Material for the task:
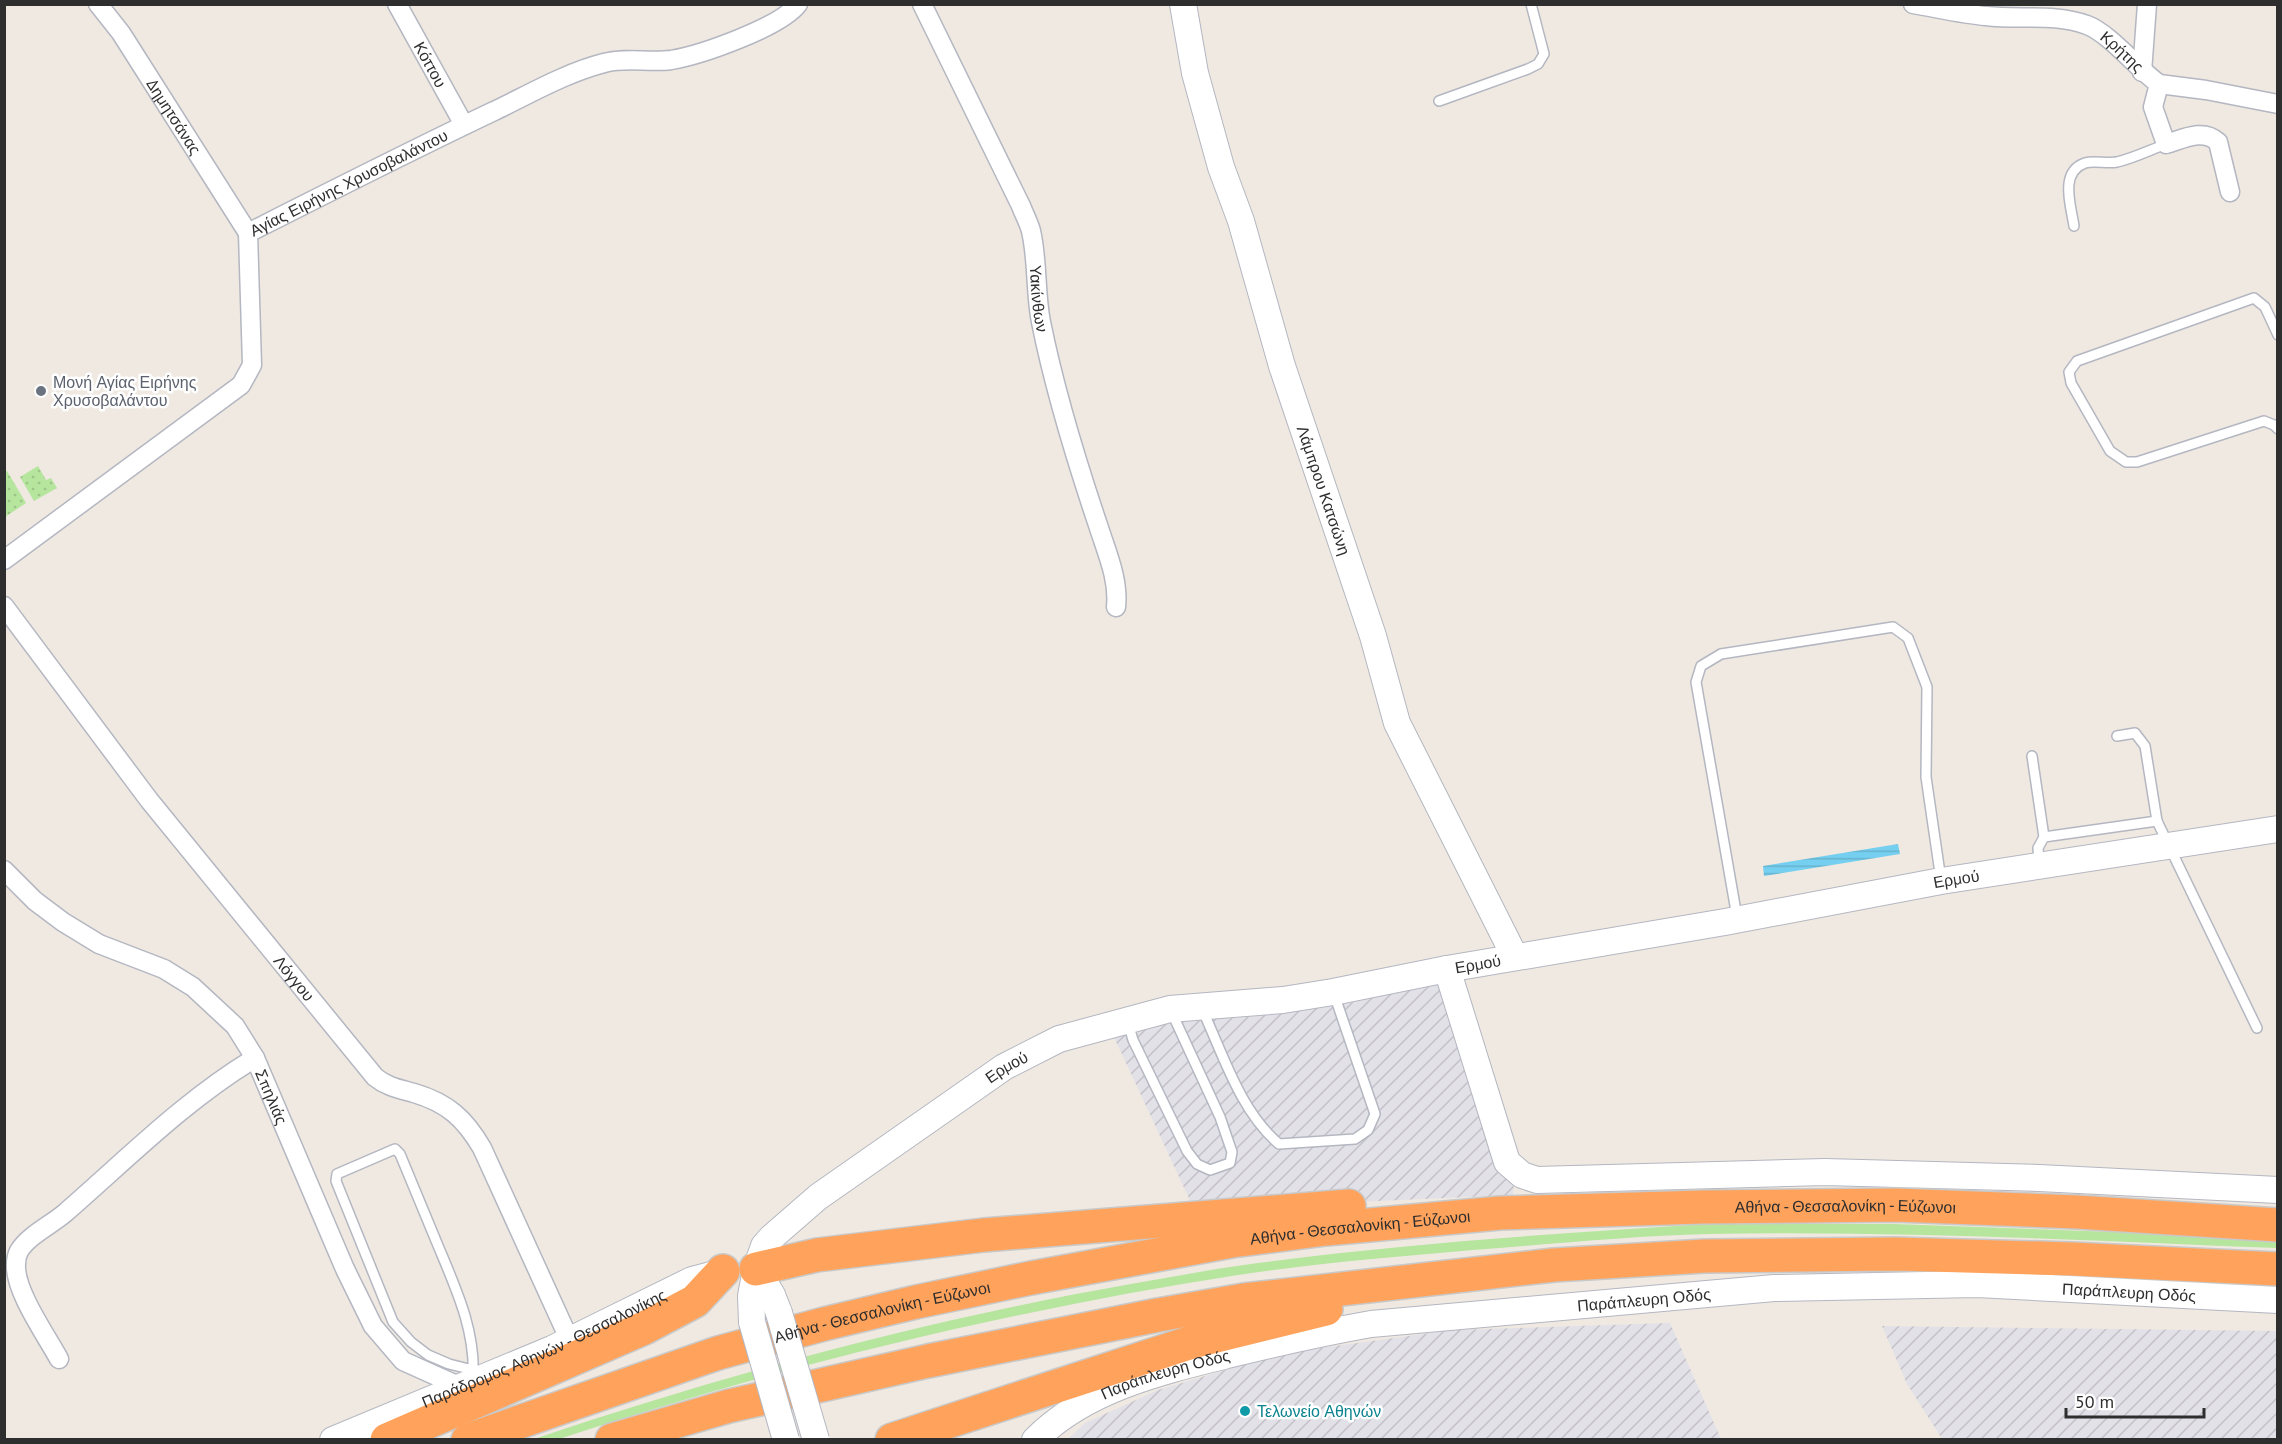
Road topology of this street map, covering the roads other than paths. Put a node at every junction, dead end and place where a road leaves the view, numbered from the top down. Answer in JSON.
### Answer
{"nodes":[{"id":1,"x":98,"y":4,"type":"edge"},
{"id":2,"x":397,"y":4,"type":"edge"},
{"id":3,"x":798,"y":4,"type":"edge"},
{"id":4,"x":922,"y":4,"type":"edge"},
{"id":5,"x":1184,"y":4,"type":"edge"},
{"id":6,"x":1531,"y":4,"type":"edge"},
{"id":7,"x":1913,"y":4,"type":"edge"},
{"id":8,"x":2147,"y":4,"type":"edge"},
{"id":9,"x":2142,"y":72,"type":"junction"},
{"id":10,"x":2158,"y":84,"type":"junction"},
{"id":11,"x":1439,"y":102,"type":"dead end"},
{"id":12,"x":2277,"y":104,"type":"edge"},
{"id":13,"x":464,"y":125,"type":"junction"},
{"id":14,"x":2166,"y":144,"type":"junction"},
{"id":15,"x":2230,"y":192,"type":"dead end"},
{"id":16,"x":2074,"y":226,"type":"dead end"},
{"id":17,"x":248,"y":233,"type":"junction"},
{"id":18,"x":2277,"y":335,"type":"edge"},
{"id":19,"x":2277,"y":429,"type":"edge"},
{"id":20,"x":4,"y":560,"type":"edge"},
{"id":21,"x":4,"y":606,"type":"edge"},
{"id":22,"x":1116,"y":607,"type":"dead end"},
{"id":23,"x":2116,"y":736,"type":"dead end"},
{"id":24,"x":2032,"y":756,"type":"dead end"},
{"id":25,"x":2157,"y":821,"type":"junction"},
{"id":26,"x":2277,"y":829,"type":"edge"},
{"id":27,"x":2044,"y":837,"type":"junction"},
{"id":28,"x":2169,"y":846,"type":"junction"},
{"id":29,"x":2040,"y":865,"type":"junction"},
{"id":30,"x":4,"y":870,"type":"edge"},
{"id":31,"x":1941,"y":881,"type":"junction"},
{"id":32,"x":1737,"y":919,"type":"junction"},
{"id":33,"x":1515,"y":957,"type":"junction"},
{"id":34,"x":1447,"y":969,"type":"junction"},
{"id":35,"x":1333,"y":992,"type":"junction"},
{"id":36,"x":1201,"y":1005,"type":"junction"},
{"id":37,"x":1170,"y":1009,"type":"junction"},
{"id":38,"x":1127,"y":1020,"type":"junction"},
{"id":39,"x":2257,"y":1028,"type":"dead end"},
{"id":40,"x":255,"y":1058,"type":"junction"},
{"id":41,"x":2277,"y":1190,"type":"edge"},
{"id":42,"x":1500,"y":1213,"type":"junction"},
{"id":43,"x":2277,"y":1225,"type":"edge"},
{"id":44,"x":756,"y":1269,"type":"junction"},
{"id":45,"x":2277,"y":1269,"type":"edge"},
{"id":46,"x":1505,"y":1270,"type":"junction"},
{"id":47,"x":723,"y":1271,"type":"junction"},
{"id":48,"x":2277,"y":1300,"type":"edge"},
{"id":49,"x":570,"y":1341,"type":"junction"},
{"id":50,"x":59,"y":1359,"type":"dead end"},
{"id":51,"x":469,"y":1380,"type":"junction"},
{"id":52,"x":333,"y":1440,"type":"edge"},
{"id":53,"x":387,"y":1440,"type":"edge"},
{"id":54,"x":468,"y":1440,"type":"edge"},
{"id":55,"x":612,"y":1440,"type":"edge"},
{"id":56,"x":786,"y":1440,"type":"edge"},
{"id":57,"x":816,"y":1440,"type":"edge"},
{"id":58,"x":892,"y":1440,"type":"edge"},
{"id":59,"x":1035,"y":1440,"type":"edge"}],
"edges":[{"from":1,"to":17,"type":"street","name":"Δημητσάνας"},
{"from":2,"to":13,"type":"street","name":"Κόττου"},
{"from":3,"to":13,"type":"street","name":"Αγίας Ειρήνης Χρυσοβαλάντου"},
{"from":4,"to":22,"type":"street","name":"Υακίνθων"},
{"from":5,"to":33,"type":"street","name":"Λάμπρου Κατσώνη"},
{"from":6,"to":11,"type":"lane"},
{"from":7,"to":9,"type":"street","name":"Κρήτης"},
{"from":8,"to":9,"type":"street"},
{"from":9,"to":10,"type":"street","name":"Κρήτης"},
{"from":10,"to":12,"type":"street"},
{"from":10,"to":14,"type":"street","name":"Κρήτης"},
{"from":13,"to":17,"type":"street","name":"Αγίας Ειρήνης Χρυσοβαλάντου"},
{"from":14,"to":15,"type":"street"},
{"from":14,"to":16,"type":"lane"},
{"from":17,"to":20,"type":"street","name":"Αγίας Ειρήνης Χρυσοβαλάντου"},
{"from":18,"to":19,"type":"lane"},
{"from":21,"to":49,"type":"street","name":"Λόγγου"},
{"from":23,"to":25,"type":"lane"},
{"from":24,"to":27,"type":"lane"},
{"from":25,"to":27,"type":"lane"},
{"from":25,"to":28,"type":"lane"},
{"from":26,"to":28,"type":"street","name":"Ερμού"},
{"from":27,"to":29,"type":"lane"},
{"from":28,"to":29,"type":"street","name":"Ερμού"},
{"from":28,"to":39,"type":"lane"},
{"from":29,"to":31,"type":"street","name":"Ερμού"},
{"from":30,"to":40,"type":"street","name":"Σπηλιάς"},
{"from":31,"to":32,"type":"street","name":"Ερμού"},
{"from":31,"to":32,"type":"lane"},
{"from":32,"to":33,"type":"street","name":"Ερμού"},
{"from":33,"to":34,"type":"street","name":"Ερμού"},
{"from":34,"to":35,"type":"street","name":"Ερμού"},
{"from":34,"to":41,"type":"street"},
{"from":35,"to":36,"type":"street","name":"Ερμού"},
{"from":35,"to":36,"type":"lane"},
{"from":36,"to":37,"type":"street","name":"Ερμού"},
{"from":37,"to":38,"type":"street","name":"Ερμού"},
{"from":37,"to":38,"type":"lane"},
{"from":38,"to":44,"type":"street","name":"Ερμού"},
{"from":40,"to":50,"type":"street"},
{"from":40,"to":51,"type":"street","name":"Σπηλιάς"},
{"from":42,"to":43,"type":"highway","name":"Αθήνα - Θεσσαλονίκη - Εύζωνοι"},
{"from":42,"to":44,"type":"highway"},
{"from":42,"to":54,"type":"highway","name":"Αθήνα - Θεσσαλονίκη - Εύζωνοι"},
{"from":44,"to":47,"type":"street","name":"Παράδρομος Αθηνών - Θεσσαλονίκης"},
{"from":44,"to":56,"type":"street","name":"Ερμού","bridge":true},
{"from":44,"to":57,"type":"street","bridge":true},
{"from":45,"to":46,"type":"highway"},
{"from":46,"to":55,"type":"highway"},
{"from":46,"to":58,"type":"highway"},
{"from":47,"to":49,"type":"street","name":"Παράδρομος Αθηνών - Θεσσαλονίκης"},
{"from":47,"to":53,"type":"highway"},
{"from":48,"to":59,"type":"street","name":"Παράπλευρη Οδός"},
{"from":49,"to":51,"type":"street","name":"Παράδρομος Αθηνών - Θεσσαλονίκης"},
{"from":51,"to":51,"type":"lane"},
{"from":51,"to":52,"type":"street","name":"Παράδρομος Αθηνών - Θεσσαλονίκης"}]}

About this exercise:
The expected result is the data above in exact form, free of pictures.

Answer to the problem:
Road topology of this street map, covering the roads other than paths. Put a node at every junction, dead end and place where a road leaves the view, numbered from the top down. Answer in JSON.
### Answer
{"nodes":[{"id":1,"x":98,"y":4,"type":"edge"},
{"id":2,"x":397,"y":4,"type":"edge"},
{"id":3,"x":798,"y":4,"type":"edge"},
{"id":4,"x":922,"y":4,"type":"edge"},
{"id":5,"x":1184,"y":4,"type":"edge"},
{"id":6,"x":1531,"y":4,"type":"edge"},
{"id":7,"x":1913,"y":4,"type":"edge"},
{"id":8,"x":2147,"y":4,"type":"edge"},
{"id":9,"x":2142,"y":72,"type":"junction"},
{"id":10,"x":2158,"y":84,"type":"junction"},
{"id":11,"x":1439,"y":102,"type":"dead end"},
{"id":12,"x":2277,"y":104,"type":"edge"},
{"id":13,"x":464,"y":125,"type":"junction"},
{"id":14,"x":2166,"y":144,"type":"junction"},
{"id":15,"x":2230,"y":192,"type":"dead end"},
{"id":16,"x":2074,"y":226,"type":"dead end"},
{"id":17,"x":248,"y":233,"type":"junction"},
{"id":18,"x":2277,"y":335,"type":"edge"},
{"id":19,"x":2277,"y":429,"type":"edge"},
{"id":20,"x":4,"y":560,"type":"edge"},
{"id":21,"x":4,"y":606,"type":"edge"},
{"id":22,"x":1116,"y":607,"type":"dead end"},
{"id":23,"x":2116,"y":736,"type":"dead end"},
{"id":24,"x":2032,"y":756,"type":"dead end"},
{"id":25,"x":2157,"y":821,"type":"junction"},
{"id":26,"x":2277,"y":829,"type":"edge"},
{"id":27,"x":2044,"y":837,"type":"junction"},
{"id":28,"x":2169,"y":846,"type":"junction"},
{"id":29,"x":2040,"y":865,"type":"junction"},
{"id":30,"x":4,"y":870,"type":"edge"},
{"id":31,"x":1941,"y":881,"type":"junction"},
{"id":32,"x":1737,"y":919,"type":"junction"},
{"id":33,"x":1515,"y":957,"type":"junction"},
{"id":34,"x":1447,"y":969,"type":"junction"},
{"id":35,"x":1333,"y":992,"type":"junction"},
{"id":36,"x":1201,"y":1005,"type":"junction"},
{"id":37,"x":1170,"y":1009,"type":"junction"},
{"id":38,"x":1127,"y":1020,"type":"junction"},
{"id":39,"x":2257,"y":1028,"type":"dead end"},
{"id":40,"x":255,"y":1058,"type":"junction"},
{"id":41,"x":2277,"y":1190,"type":"edge"},
{"id":42,"x":1500,"y":1213,"type":"junction"},
{"id":43,"x":2277,"y":1225,"type":"edge"},
{"id":44,"x":756,"y":1269,"type":"junction"},
{"id":45,"x":2277,"y":1269,"type":"edge"},
{"id":46,"x":1505,"y":1270,"type":"junction"},
{"id":47,"x":723,"y":1271,"type":"junction"},
{"id":48,"x":2277,"y":1300,"type":"edge"},
{"id":49,"x":570,"y":1341,"type":"junction"},
{"id":50,"x":59,"y":1359,"type":"dead end"},
{"id":51,"x":469,"y":1380,"type":"junction"},
{"id":52,"x":333,"y":1440,"type":"edge"},
{"id":53,"x":387,"y":1440,"type":"edge"},
{"id":54,"x":468,"y":1440,"type":"edge"},
{"id":55,"x":612,"y":1440,"type":"edge"},
{"id":56,"x":786,"y":1440,"type":"edge"},
{"id":57,"x":816,"y":1440,"type":"edge"},
{"id":58,"x":892,"y":1440,"type":"edge"},
{"id":59,"x":1035,"y":1440,"type":"edge"}],
"edges":[{"from":1,"to":17,"type":"street","name":"Δημητσάνας"},
{"from":2,"to":13,"type":"street","name":"Κόττου"},
{"from":3,"to":13,"type":"street","name":"Αγίας Ειρήνης Χρυσοβαλάντου"},
{"from":4,"to":22,"type":"street","name":"Υακίνθων"},
{"from":5,"to":33,"type":"street","name":"Λάμπρου Κατσώνη"},
{"from":6,"to":11,"type":"lane"},
{"from":7,"to":9,"type":"street","name":"Κρήτης"},
{"from":8,"to":9,"type":"street"},
{"from":9,"to":10,"type":"street","name":"Κρήτης"},
{"from":10,"to":12,"type":"street"},
{"from":10,"to":14,"type":"street","name":"Κρήτης"},
{"from":13,"to":17,"type":"street","name":"Αγίας Ειρήνης Χρυσοβαλάντου"},
{"from":14,"to":15,"type":"street"},
{"from":14,"to":16,"type":"lane"},
{"from":17,"to":20,"type":"street","name":"Αγίας Ειρήνης Χρυσοβαλάντου"},
{"from":18,"to":19,"type":"lane"},
{"from":21,"to":49,"type":"street","name":"Λόγγου"},
{"from":23,"to":25,"type":"lane"},
{"from":24,"to":27,"type":"lane"},
{"from":25,"to":27,"type":"lane"},
{"from":25,"to":28,"type":"lane"},
{"from":26,"to":28,"type":"street","name":"Ερμού"},
{"from":27,"to":29,"type":"lane"},
{"from":28,"to":29,"type":"street","name":"Ερμού"},
{"from":28,"to":39,"type":"lane"},
{"from":29,"to":31,"type":"street","name":"Ερμού"},
{"from":30,"to":40,"type":"street","name":"Σπηλιάς"},
{"from":31,"to":32,"type":"street","name":"Ερμού"},
{"from":31,"to":32,"type":"lane"},
{"from":32,"to":33,"type":"street","name":"Ερμού"},
{"from":33,"to":34,"type":"street","name":"Ερμού"},
{"from":34,"to":35,"type":"street","name":"Ερμού"},
{"from":34,"to":41,"type":"street"},
{"from":35,"to":36,"type":"street","name":"Ερμού"},
{"from":35,"to":36,"type":"lane"},
{"from":36,"to":37,"type":"street","name":"Ερμού"},
{"from":37,"to":38,"type":"street","name":"Ερμού"},
{"from":37,"to":38,"type":"lane"},
{"from":38,"to":44,"type":"street","name":"Ερμού"},
{"from":40,"to":50,"type":"street"},
{"from":40,"to":51,"type":"street","name":"Σπηλιάς"},
{"from":42,"to":43,"type":"highway","name":"Αθήνα - Θεσσαλονίκη - Εύζωνοι"},
{"from":42,"to":44,"type":"highway"},
{"from":42,"to":54,"type":"highway","name":"Αθήνα - Θεσσαλονίκη - Εύζωνοι"},
{"from":44,"to":47,"type":"street","name":"Παράδρομος Αθηνών - Θεσσαλονίκης"},
{"from":44,"to":56,"type":"street","name":"Ερμού","bridge":true},
{"from":44,"to":57,"type":"street","bridge":true},
{"from":45,"to":46,"type":"highway"},
{"from":46,"to":55,"type":"highway"},
{"from":46,"to":58,"type":"highway"},
{"from":47,"to":49,"type":"street","name":"Παράδρομος Αθηνών - Θεσσαλονίκης"},
{"from":47,"to":53,"type":"highway"},
{"from":48,"to":59,"type":"street","name":"Παράπλευρη Οδός"},
{"from":49,"to":51,"type":"street","name":"Παράδρομος Αθηνών - Θεσσαλονίκης"},
{"from":51,"to":51,"type":"lane"},
{"from":51,"to":52,"type":"street","name":"Παράδρομος Αθηνών - Θεσσαλονίκης"}]}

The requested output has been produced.